# WHAT THE TASK REQUIRES
Only lines holding "Weaver" are needed; copy each of them from the data below.

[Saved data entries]
────────────────────────────────────────

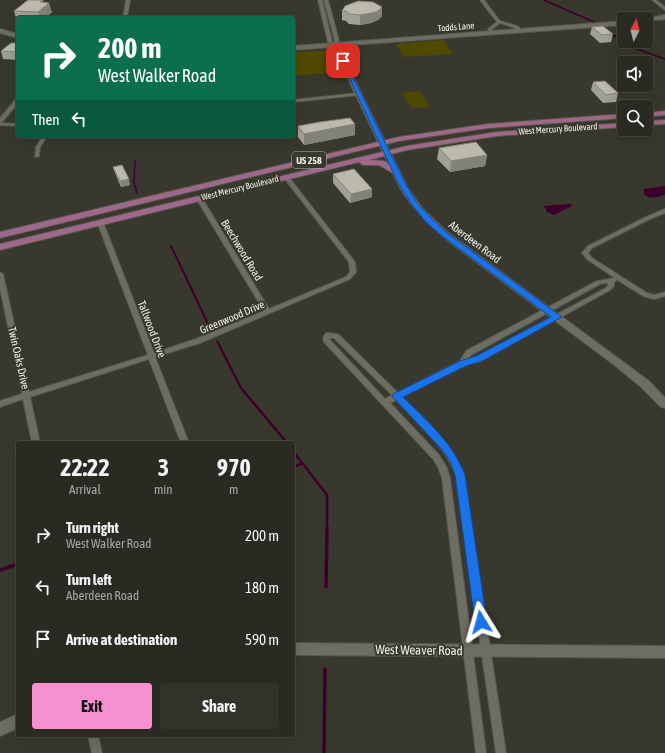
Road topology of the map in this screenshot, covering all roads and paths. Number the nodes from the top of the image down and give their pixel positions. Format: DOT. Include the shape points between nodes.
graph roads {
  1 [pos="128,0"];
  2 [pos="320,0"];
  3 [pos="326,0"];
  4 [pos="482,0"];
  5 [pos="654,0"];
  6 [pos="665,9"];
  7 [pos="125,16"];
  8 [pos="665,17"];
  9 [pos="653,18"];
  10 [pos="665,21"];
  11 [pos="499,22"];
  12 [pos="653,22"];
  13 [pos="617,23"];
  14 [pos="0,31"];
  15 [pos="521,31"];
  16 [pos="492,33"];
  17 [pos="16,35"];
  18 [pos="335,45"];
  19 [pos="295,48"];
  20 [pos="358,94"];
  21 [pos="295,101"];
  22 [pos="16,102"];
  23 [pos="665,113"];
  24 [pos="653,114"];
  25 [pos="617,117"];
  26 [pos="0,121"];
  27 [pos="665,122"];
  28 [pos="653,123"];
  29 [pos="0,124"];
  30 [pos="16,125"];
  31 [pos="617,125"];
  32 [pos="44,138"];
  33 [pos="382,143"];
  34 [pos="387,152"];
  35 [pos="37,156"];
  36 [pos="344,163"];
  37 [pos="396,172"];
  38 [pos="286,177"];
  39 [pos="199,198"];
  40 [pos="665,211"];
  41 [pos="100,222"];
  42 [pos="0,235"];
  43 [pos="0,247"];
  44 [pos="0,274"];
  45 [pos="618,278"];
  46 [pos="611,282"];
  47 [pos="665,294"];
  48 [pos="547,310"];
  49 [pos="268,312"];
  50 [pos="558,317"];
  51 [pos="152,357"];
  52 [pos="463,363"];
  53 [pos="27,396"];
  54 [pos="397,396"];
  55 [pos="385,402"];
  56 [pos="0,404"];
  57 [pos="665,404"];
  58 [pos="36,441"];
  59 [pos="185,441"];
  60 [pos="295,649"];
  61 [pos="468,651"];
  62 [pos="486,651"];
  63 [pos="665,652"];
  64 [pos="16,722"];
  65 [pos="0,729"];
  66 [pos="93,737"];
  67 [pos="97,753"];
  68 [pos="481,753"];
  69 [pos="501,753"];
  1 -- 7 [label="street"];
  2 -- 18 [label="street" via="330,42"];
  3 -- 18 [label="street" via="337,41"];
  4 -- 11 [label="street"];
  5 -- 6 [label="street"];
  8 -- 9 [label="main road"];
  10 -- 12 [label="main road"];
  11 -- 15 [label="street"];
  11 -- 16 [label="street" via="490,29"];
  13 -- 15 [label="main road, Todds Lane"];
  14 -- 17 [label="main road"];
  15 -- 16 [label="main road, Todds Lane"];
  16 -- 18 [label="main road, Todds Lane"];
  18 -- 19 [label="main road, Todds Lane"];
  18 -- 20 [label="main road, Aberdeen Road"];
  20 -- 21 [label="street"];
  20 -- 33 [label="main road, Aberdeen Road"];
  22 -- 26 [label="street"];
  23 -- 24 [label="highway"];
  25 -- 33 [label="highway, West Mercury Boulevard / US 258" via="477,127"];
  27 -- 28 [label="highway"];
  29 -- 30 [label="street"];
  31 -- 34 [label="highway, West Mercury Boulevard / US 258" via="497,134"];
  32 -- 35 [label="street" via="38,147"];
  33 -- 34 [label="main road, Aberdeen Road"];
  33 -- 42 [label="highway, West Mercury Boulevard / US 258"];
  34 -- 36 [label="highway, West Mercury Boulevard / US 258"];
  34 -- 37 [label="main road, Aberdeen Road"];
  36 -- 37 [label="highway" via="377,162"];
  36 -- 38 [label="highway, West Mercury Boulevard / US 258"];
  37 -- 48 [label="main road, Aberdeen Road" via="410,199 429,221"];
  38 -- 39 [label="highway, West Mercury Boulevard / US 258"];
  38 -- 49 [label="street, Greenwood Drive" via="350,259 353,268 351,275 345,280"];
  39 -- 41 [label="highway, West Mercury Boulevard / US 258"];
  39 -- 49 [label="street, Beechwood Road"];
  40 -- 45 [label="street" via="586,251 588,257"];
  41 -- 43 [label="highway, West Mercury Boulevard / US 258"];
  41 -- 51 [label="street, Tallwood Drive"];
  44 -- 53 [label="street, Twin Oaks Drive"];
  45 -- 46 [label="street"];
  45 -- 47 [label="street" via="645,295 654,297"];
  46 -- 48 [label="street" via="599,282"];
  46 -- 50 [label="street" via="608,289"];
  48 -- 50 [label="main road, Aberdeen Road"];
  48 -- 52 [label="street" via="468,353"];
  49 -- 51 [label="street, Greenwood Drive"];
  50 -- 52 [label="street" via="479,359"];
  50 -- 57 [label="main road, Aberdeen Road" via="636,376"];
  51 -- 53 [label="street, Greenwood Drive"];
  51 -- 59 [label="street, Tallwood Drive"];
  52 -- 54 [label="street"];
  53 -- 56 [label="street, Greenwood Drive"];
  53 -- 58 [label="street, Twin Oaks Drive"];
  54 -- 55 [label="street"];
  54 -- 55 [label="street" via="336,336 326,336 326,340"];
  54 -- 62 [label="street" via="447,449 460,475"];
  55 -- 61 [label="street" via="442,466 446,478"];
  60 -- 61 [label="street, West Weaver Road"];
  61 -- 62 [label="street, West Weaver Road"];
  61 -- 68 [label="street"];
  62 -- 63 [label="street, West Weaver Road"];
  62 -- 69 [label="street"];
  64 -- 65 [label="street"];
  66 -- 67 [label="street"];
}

────────────────────────────────────────

# OUTPUT OF THE TASK
  60 -- 61 [label="street, West Weaver Road"];
  61 -- 62 [label="street, West Weaver Road"];
  62 -- 63 [label="street, West Weaver Road"];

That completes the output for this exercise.